Some Amazing Mathematical Thought

[Unknown Soldier]

Mathematicians can be amazing thinkers. For example, I recently was working on proving that log₂(3) is an irrational number. I tried the following proof by contradiction:

If log₂(3) is a rational number, then there are integers a > 0 and b > 0 where log₂(3) = a/b. And by the definition of a logarithm, 2^a/b= 3. And since 2^a/b = 3, then ln(2^a/b) = ln(3) so (a/b)ln(2) = ln(3) and a/b = ln(3)/ln(2). But this result is a contradiction because ln(3)/ln(2) is irrational. Therefore, since there is no rational number a/b where 2^a/b = 3, then log₂(3) is irrational.

Although I think I proved the proposition that log₂(3) is an irrational number, what bothered me about this proof is the statement I formatted in bold: "ln(3)/ln(2) is irrational." I don't know for sure if it has ever been proved true. So I checked YouTube and found this proof:

If log₂(3) is a rational number, then there are integers a > 0 and b > 0 where log₂(3) = a/b. And by the definition of a logarithm, 2^a/b= 3. Taking both sides to the power of b, we have (2^a/b)^b= 3^bor 2^a= 3^b. But since a and b are integers, then 2^a is always even while 3^b is always odd. Because assuming that log₂(3) is a rational number results in this contradiction, then log₂(3)) is irrational.

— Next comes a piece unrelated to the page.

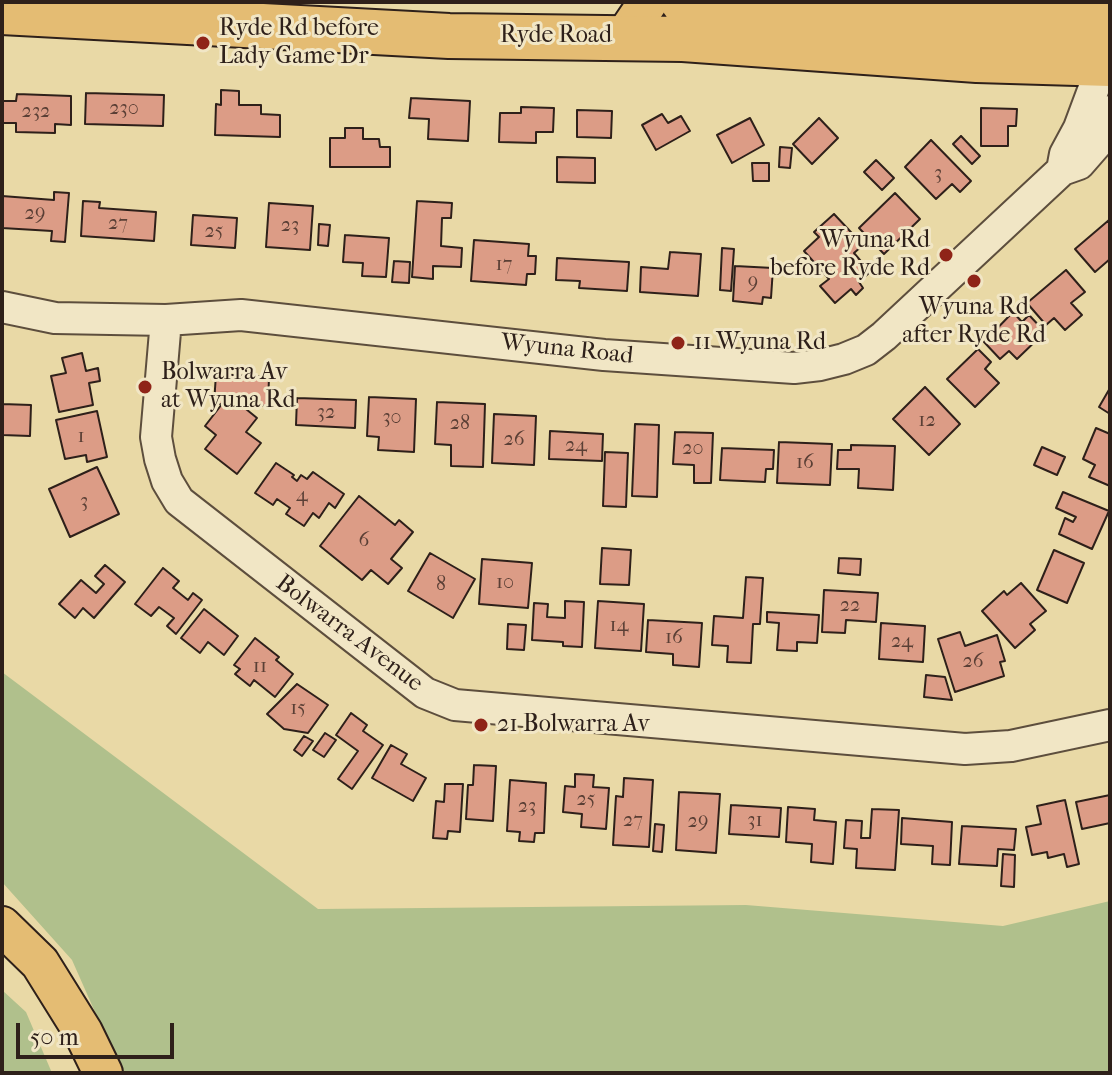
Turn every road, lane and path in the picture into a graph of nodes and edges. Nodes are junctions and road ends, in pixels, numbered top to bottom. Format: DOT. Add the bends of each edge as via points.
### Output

So a very simple and clear change in this proof from my proof to the alternate proof I found on YouTube solved the difficulty of my not knowing for sure that ln(3)/ln(2) is irrational. It just goes to show that genius involves simplicity.

 

[Swammerdami]

Theorem:

2^a = 3^b​

has no solution in the positive rational integers.​

Proof:

This fact follows immediately from the  Fundamental theorem of arithmetic.​

Conjecture Theorem:

p^a = q^b ± 1​

has only the obvious trivial solutions (in the positive rational integers) up to 3² = 2³ + 1.​

Proof:
This almost-ancient  Catalan's conjecture was finally proved in the 21st century.

 

[Unknown Soldier]

Theorem:

2^a = 3^b​

has no solution in the positive rational integers.​

But 2^a is an even integer if a is an integer, and 3^b is an odd integer if b is an integer. So 2^a = 3^b is a contradiction and so can never be true. So you don't need to cite the Fundamental Theorem of Arithmetic to know that 2^a = 3^b has no solution when a and and b are integers. The point I was masking in the OP is that it's best to take the simplest route when proving a theorem.

 

[steve_bank]

Don't know why you post in philosophy instead of math.

Here is one for you Soldier.

Math Problems

A ways back tere was a lebgthy thread with problems. Back when there were more people. An exponential probability density function is y(t) = k*e^(-t/u) where k is a constant. u represents the mean. The standard deviation of the distribution equals u. y is defined 0 to +infinity. For t = T what...

iidb.org

 

[AdamWho]

I was explaining to my stats students today that they all have more than the average number of legs......

 

[bilby]

I was explaining to my stats students today that they all have more than the average number of legs......

That's nothing. I have a friend who has an artificial leg, and a real, live, foot.

 

[Jimmy Higgins]

I didn't know you had a pet snail.

 

[steve_bank]

As this is a math thread and drawing on my deep and profound knowledge of mathematics I'd say

In the limit as population goes to infinity the average number of kegs goes to two.

Thank you, hank you no applause please.

 

[bilby]

In the limit as population goes to infinity the average number of kegs goes to two.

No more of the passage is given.